Modeling Oscillating Systems: Mathematics Component Content Standards

## NCTM: students will be enabled to

• Use mathematical models to represent and understand quantitative relationships

“High school students should be able to develop models by drawing on their knowledge of many classes of functions—to decide, for instance, whether a situation would best be modeled with a linear function or a quadratic function—and be able to draw conclusions about the situation by analyzing the model. Using computer-based laboratories (devices that gather data, such as the speed or distance of an object, and transmit them directly to a computer so that graphs, tables, and equations can be generated), students can get reliable numerical data quickly from physical experiments. This technology allows them to build models in a wide range of interesting situations”

• Formulate questions that can be addressed with data and collect, organize, and display relevant data to answer them

“In grades 9–12 students should gain a deep understanding of the issues entailed in drawing conclusions in light of variability. They will learn more-sophisticated ways to collect and analyze data and draw conclusions from data in order to answer questions or make informed decisions in workplace and everyday situations.
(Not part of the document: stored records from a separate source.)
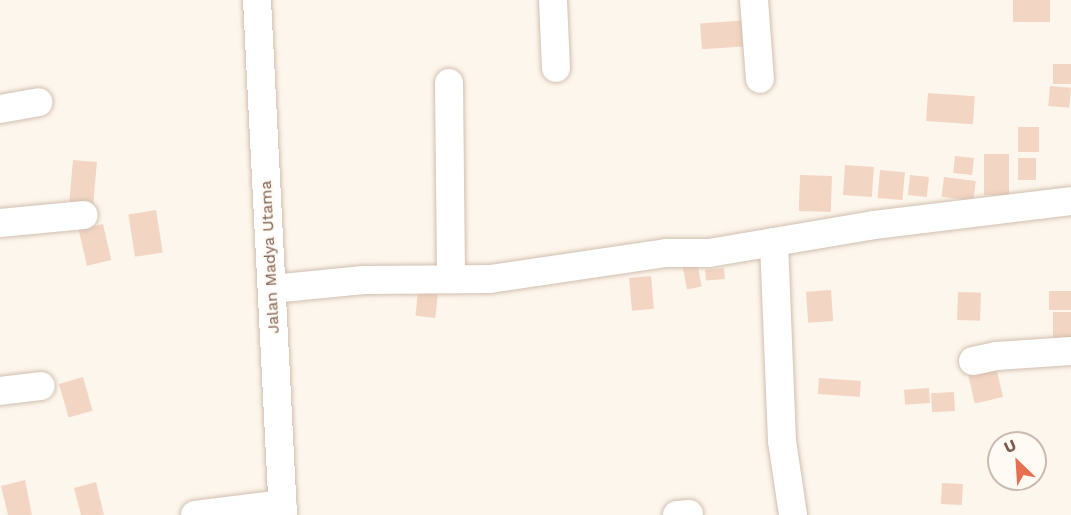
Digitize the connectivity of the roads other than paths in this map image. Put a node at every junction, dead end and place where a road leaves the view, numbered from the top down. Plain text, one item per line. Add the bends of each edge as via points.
1 (256, 0) edge
2 (553, 0) edge
3 (754, 0) edge
4 (556, 68) dead end
5 (760, 79) dead end
6 (449, 83) dead end
7 (38, 102) dead end
8 (0, 109) edge
9 (1071, 201) edge
10 (84, 215) dead end
11 (0, 223) edge
12 (772, 243) junction
13 (451, 279) junction
14 (272, 288) junction
15 (1071, 351) edge
16 (973, 361) dead end
17 (41, 386) dead end
18 (0, 391) edge
19 (282, 509) edge
20 (195, 515) edge
21 (793, 515) edge

1 - 14 street, Jalan Madya Utama
2 - 4 street
3 - 5 street
6 - 13 street
7 - 8 street
9 - 12 street via 874,225
10 - 11 street
12 - 13 street via 709,253 666,253 490,279
12 - 21 street via 782,441
13 - 14 street via 363,280
14 - 19 street, Jalan Madya Utama
15 - 16 street
17 - 18 street
19 - 20 street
They should learn to ask questions that will help them evaluate the quality of surveys, observational studies, and controlled experiments. They can use their expanding repertoire of algebraic functions, especially linear functions, to model and analyze data, with increasing understanding of what it means for a model to fit data well. In addition, students should begin to understand and use correlation in conjunction with residuals and visual displays to analyze associations between two variables. They should become knowledgeable, analytical, thoughtful consumers of the information and data generated by others.
As students analyze data in grades 9–12, the natural link between statistics and algebra can be developed further. Students' understandings of graphs and functions can also be applied in work with data.”
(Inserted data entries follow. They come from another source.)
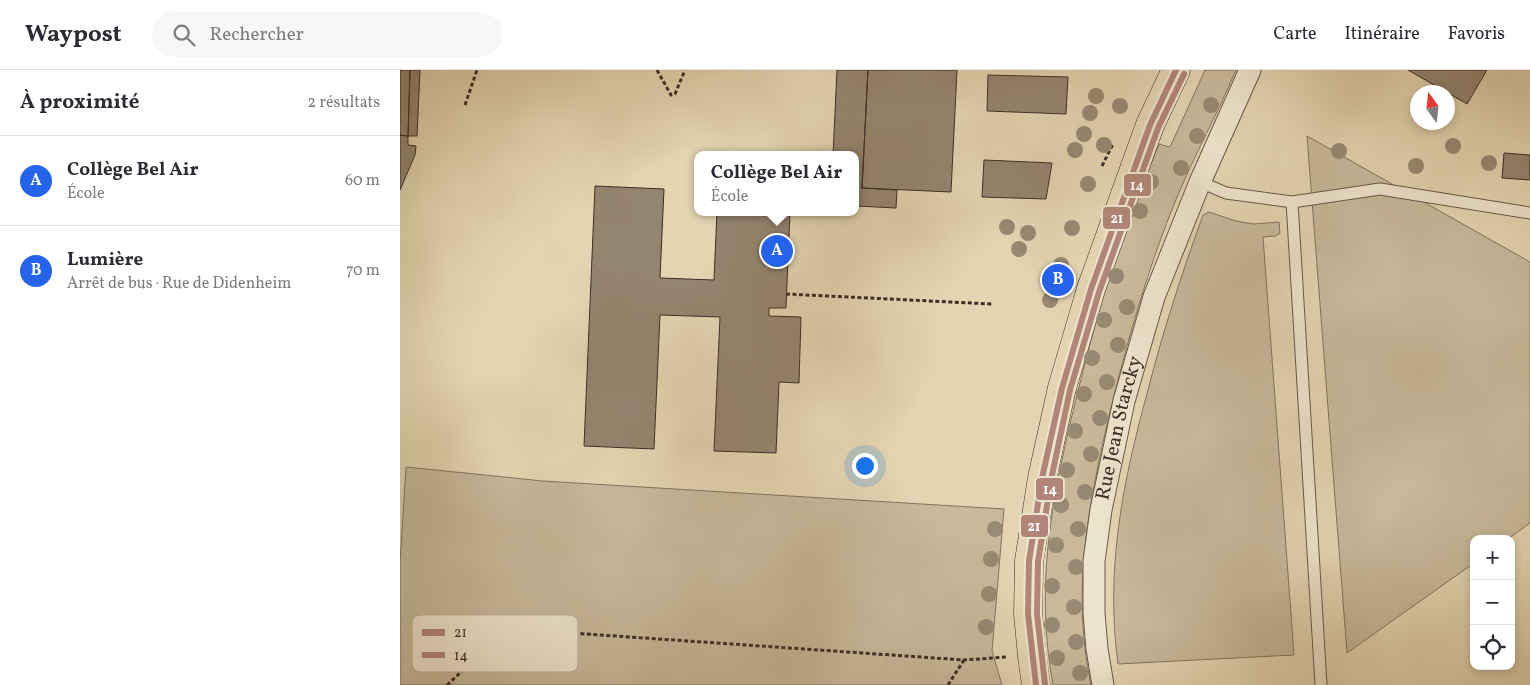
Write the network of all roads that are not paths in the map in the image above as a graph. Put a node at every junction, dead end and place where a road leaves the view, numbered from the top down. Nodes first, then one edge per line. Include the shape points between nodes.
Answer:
1 (1176, 70) edge
2 (1250, 70) edge
3 (1200, 182) junction
4 (1292, 202) junction
5 (1530, 214) edge
6 (1036, 685) edge
7 (1103, 685) edge
8 (1321, 685) edge

1 - 6 main road via 1150,125 1091,289 1062,388 1042,478 1029,561 1028,614
2 - 3 street, Rue Jean Starcky
3 - 4 lane via 1226,193
3 - 7 street, Rue Jean Starcky via 1154,297 1124,402 1101,510 1094,561 1094,613
4 - 5 lane via 1380,189
4 - 8 lane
• Create and use representations to organize, record, and communicate mathematical ideas;
• Select, apply, and translate among mathematical representations to solve problems;
• Use representations to model and interpret physical, social, and mathematical phenomena.

“High school students should be able to create and interpret models of more-complex phenomena, drawn from a wider range of contexts, by identifying essential features of a situation and by finding representations that capture mathematical relationships among those features. They should recognize, for example, that phenomena with periodic features often are best modeled by trigonometric functions and that population growth tends to be exponential, or logistic. They will learn to describe some real-world phenomena with iterative and recursive representations.”

## Maryland: Core Learning goals

### Goal 1 Functions and Algebra

The student will demonstrate the ability to investigate, interpret, and communicate solutions to mathematical and real-world problems using patterns, functions, and algebra.
Expectation 1.1
The student will analyze a wide variety of patterns and functional relationships using the language of mathematics and appropriate technology.

Indicator 1.1.1
The student will recognize, describe, and/or extend patterns and functional relationships that are expressed numerically, algebraically, and/or geometrically.
Indicator 1.1.2
The student will represent patterns and/or functional relationships in a table, as a graph, and/or by mathematical expression.

Expectation 1.2
The student will model and interpret real-world situations using the language of mathematics and appropriate technology.

Indicator 1.2.4
The student will describe how the graphical model of a non-linear function represents a given problem and will estimate the solution.

## Maryland Content Standards

### Knowledge of algebra, patterns and functions

Students will algebraically represent, model, analyze, and solve mathematical and real-world problems involving patterns and functional relationships.

### Process of communication

Students will demonstrate their ability to organize and consolidate their mathematical thinking in order to analyze and use information, and will present ideas with words, symbols, visual displays, and technology.

### Process of connections

Students will demonstrate their ability to relate and apply mathematics within the discipline, to other content areas, and to daily life.